There is a lesson for Trump’s primary challengers on the data. While DeSantis’s disappointing campaign launch, one laser-focused on fringe culture war issues and scandalized by surrogates fired for flirting with white supremacy, led to a crisis in confidence in his polling, there is ample room in his reboot to try and reclaim the mantle of electability. While Trump has his finger on the pulse of the party with some social issues such as gay marriage and abortion, the dominant issues of the next six months will not be socially conservative crusades from 2004. They will be inflation, which has reduced the real purchasing power of the average paycheck by nearly 20% since Biden took office, and (unfortunately) the string of indictments levied against Trump.

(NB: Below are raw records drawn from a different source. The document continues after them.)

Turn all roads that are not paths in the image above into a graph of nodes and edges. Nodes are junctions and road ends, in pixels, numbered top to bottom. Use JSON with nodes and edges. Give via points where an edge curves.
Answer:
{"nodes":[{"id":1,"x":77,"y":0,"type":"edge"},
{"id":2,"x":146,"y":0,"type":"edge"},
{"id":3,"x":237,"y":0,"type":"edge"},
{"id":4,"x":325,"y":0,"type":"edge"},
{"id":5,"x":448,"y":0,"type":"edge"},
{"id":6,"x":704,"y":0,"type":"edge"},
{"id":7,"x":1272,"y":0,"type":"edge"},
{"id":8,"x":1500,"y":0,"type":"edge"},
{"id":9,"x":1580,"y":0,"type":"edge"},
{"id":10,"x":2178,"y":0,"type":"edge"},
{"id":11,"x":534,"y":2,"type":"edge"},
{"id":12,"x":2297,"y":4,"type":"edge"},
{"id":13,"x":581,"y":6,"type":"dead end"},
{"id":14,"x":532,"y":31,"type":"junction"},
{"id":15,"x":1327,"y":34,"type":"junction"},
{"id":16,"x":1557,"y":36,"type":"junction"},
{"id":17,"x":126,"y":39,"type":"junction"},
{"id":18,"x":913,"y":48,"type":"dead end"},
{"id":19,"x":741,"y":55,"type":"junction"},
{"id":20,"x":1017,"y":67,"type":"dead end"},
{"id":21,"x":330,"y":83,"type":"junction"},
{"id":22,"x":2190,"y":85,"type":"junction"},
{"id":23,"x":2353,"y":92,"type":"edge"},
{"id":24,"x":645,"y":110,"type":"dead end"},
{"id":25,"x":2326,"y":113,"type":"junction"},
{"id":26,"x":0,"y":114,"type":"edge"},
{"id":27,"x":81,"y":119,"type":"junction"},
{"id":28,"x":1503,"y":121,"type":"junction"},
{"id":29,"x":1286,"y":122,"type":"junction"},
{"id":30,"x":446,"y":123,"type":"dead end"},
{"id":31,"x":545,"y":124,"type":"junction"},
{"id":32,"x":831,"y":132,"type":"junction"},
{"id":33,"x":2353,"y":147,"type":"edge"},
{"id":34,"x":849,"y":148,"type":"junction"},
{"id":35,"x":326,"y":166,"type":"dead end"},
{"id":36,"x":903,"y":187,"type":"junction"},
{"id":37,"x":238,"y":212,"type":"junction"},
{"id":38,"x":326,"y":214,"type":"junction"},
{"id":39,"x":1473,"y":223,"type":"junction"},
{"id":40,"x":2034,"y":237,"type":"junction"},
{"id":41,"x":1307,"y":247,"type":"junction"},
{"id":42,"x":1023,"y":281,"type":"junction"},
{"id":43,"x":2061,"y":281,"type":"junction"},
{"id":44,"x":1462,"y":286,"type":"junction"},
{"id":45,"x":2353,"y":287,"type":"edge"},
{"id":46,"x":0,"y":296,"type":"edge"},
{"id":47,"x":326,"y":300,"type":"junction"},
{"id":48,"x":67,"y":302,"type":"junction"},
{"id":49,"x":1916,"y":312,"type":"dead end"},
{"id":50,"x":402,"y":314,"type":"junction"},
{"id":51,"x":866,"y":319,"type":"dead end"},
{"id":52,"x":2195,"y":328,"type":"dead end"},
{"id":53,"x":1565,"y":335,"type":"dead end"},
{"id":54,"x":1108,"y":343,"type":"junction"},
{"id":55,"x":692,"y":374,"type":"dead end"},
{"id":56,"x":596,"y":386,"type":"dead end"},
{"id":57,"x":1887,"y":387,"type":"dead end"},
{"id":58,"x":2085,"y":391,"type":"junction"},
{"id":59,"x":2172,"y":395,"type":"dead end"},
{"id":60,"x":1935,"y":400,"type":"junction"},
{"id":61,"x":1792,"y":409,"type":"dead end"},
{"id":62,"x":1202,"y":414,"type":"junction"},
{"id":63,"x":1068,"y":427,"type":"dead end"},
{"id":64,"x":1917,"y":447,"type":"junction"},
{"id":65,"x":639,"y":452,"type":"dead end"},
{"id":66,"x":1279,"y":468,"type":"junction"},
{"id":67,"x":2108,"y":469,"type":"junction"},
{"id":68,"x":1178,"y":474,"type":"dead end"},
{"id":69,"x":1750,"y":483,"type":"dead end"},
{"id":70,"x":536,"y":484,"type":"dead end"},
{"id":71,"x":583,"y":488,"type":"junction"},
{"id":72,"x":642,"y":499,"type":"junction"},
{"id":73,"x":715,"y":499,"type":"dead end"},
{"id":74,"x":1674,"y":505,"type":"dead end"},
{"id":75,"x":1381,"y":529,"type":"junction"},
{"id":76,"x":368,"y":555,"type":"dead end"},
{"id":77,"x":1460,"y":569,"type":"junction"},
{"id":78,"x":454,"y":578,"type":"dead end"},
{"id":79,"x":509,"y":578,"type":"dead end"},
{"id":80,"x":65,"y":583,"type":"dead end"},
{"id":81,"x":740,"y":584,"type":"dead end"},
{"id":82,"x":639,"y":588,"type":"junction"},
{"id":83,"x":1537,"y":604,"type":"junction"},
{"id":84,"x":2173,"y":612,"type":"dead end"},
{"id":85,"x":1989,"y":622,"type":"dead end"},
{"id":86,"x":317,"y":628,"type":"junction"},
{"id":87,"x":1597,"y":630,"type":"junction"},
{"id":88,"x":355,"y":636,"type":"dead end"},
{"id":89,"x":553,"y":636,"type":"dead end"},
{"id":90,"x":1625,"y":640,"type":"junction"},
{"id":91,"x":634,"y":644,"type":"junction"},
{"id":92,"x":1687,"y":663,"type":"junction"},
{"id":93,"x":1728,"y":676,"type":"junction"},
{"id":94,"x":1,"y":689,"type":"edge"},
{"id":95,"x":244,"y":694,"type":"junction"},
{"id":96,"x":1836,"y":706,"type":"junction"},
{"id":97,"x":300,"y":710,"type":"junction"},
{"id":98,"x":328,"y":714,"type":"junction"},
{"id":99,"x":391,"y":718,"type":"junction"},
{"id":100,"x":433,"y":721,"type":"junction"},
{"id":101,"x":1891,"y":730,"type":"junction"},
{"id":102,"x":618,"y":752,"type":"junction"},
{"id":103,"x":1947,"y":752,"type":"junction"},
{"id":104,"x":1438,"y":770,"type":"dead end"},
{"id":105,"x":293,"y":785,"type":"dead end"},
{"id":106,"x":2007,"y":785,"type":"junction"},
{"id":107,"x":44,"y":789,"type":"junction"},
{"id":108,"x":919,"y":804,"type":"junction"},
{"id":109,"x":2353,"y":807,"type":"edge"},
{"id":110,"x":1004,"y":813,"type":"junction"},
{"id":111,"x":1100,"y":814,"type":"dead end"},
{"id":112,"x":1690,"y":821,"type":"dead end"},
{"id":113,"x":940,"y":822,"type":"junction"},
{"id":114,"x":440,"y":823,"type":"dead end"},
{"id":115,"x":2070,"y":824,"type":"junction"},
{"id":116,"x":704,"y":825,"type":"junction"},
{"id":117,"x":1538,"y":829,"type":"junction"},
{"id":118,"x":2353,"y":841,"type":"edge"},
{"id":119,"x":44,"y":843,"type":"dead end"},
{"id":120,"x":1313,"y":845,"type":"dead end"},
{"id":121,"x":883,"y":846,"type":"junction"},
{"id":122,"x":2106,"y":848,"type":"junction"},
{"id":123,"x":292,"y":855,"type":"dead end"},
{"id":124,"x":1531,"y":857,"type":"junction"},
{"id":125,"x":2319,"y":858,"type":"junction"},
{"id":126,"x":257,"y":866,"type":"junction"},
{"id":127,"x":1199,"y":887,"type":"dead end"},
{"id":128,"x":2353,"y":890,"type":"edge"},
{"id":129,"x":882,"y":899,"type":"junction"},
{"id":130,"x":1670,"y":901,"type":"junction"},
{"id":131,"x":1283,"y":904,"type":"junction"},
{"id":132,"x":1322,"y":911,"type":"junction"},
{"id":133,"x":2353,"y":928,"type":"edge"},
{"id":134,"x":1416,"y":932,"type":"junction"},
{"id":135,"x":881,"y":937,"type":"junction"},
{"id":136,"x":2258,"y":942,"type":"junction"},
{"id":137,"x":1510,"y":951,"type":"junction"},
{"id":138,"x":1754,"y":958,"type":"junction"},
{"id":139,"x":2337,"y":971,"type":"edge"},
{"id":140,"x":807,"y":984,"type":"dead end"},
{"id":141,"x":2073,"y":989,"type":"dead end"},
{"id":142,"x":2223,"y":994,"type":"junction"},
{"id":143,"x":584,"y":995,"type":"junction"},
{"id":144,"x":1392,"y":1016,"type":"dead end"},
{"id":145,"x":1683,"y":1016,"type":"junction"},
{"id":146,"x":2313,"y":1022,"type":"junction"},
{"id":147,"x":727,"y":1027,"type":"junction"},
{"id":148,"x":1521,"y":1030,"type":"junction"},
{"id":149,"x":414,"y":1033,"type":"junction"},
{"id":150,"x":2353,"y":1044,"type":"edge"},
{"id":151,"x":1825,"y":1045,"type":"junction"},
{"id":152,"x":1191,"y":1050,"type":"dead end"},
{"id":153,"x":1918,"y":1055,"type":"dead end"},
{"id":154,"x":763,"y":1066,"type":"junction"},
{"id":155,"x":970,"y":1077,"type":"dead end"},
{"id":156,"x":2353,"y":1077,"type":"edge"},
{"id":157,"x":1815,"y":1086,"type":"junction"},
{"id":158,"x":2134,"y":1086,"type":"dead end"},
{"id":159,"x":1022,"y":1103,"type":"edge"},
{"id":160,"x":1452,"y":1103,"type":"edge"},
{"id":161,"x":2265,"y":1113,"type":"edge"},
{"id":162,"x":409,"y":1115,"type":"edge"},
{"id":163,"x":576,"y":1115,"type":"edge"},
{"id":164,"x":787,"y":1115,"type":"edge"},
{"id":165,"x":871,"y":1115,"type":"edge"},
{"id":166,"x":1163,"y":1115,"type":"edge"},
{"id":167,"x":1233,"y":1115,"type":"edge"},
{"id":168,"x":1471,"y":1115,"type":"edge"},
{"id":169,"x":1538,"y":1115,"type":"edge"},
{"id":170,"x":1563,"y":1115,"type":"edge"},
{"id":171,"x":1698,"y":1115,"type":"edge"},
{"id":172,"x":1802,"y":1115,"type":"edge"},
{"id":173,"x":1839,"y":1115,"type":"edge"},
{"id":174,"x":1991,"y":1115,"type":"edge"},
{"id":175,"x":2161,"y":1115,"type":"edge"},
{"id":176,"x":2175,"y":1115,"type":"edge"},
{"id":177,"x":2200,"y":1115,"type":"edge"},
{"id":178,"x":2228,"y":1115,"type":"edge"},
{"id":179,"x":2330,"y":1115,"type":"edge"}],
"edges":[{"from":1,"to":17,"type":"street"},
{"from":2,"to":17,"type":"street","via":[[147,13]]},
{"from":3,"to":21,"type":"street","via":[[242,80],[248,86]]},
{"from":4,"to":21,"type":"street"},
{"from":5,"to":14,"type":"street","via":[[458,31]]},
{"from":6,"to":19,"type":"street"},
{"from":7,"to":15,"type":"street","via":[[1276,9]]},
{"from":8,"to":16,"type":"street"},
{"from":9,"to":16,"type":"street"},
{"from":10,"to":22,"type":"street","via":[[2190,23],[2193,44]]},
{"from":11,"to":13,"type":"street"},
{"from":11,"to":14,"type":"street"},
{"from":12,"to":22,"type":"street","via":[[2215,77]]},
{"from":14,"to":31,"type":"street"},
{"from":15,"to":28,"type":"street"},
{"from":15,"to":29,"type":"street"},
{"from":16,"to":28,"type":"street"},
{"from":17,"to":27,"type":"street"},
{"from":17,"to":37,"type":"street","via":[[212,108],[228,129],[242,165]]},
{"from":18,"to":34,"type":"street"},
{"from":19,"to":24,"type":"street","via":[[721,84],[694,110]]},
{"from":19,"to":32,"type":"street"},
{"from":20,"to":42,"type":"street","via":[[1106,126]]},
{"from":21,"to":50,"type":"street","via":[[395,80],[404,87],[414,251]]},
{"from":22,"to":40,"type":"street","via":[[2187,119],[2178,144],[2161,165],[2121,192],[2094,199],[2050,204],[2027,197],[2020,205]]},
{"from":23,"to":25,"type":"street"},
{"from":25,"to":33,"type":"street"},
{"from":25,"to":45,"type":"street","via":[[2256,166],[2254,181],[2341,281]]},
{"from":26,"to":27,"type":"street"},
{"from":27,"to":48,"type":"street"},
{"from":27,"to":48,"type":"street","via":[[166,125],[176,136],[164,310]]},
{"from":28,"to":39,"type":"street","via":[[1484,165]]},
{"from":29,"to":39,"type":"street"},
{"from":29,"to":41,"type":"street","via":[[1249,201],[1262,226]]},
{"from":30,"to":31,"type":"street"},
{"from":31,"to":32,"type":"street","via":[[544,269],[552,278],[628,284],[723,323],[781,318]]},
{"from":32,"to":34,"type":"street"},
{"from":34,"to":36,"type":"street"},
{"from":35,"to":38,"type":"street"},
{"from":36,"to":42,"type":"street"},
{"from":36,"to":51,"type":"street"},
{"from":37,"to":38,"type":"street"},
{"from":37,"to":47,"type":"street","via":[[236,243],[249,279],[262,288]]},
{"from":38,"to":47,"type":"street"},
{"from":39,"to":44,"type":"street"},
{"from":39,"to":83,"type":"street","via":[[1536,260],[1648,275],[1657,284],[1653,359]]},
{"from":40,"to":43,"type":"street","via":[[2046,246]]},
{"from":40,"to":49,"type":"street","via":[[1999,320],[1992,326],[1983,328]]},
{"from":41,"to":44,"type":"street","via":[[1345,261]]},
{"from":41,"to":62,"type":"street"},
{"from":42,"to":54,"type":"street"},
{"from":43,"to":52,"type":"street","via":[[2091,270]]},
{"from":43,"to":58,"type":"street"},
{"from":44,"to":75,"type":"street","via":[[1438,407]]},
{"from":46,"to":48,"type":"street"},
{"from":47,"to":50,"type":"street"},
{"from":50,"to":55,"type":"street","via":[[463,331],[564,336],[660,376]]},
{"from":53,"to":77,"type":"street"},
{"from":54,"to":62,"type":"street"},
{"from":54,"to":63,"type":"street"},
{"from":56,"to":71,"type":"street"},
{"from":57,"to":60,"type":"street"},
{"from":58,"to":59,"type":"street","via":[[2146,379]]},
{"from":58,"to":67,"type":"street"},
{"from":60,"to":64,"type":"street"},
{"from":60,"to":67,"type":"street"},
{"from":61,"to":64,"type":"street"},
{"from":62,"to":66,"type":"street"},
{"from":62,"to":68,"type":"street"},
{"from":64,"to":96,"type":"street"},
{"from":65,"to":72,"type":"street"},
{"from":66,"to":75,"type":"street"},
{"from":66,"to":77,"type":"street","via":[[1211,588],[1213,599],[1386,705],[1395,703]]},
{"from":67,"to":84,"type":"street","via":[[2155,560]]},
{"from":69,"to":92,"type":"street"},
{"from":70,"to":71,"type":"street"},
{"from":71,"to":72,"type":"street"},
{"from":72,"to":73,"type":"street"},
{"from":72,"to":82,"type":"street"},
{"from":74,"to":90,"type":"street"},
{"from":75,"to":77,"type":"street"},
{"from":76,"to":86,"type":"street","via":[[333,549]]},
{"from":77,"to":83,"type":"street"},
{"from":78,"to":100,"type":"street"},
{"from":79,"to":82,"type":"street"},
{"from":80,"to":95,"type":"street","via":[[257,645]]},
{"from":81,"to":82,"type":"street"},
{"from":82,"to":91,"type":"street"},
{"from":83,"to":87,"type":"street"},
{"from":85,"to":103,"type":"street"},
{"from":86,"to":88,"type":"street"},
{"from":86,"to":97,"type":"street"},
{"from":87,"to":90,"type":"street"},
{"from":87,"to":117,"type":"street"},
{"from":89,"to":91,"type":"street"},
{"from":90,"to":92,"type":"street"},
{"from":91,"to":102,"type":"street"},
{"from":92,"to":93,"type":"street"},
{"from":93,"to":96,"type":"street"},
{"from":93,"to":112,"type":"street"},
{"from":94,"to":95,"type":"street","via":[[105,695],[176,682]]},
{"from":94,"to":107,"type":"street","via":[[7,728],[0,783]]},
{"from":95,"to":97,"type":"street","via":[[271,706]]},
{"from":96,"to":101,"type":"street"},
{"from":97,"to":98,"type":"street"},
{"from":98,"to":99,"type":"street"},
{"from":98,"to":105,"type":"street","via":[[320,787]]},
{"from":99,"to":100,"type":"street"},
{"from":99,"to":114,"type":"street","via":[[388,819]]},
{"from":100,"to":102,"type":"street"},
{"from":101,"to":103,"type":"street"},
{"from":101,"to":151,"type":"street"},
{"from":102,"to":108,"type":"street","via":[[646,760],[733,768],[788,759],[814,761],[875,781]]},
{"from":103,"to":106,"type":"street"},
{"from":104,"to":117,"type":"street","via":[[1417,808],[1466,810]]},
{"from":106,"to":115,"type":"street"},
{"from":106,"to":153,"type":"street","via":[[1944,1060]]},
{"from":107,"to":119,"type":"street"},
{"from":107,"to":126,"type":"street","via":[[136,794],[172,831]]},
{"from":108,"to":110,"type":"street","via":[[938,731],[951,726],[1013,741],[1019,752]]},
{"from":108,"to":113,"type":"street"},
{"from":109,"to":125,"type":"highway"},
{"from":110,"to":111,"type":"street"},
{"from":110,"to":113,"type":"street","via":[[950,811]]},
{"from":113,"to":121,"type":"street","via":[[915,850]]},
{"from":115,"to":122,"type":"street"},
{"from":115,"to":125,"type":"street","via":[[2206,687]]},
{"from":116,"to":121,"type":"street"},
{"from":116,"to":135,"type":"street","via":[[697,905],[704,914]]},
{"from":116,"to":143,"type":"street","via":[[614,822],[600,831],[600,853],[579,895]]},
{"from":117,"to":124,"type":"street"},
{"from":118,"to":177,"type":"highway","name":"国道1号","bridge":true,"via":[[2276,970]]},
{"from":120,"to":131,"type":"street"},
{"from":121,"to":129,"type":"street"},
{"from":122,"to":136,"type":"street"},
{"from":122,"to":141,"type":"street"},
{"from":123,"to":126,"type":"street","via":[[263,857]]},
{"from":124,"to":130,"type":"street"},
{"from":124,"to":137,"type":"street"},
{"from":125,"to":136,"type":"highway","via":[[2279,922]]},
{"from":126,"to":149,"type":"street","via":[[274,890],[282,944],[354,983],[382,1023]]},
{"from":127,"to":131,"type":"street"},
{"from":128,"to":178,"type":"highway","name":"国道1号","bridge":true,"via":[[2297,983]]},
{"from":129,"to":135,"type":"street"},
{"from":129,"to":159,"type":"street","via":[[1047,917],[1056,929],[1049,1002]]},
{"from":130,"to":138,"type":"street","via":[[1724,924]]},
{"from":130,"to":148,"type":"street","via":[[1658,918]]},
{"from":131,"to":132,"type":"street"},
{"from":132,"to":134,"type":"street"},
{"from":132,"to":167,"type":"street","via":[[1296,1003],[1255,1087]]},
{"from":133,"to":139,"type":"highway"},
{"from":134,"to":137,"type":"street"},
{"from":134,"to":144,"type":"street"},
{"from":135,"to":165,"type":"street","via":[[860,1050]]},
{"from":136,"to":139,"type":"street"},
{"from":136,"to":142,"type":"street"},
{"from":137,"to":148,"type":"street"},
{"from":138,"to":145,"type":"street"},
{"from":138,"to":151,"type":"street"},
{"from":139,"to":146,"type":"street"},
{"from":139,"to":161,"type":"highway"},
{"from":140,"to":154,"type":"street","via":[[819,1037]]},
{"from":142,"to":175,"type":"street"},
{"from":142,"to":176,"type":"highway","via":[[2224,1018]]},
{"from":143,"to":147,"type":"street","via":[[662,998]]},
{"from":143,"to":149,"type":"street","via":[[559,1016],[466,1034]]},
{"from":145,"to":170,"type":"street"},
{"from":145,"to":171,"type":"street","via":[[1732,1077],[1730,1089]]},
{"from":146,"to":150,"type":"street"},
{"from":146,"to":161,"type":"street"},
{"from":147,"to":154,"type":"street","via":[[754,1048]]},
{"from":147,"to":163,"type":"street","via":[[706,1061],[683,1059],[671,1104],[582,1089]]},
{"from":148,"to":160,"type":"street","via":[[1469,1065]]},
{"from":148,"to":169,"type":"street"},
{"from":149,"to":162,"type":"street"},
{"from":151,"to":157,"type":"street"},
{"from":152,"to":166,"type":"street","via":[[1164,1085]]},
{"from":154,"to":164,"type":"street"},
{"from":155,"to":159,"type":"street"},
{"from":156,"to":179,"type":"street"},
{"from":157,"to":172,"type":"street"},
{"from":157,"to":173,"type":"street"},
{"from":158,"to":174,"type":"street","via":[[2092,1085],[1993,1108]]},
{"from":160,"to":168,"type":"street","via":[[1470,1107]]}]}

DeSantis is correct to call for widespread reform of the Justice Department and the post-9/11 security state, but the polling makes clear that he is allowed to call out Trump as a candidate unfit not just for the presidency but also for a robust campaign to unseat Joe Biden. After all, the majority of Republicans polled by the Associated Press say that Trump was not acting to defend democracy during the aftermath of the 2020 election. And, with regard to his handling of classified documents at Mar-a-Lago and attempts to interfere in Georgia’s 2020 vote count, more Republicans think Trump’s actions were illegal or unethical than innocuous.

Republicans can’t set the news cycle, but they can capitalize on it, and the fact is that just 5% of those polled by the Associated Press say that they have been mercifully spared from hearing about these indictments. DeSantis and any other serious Trump challenger ought to start saying the obvious: The best guy to beat Joe Biden is not the one siphoning off tens of millions of dollars of campaign donations to defend in court his actions that the majority of the GOP base refuses to even condone.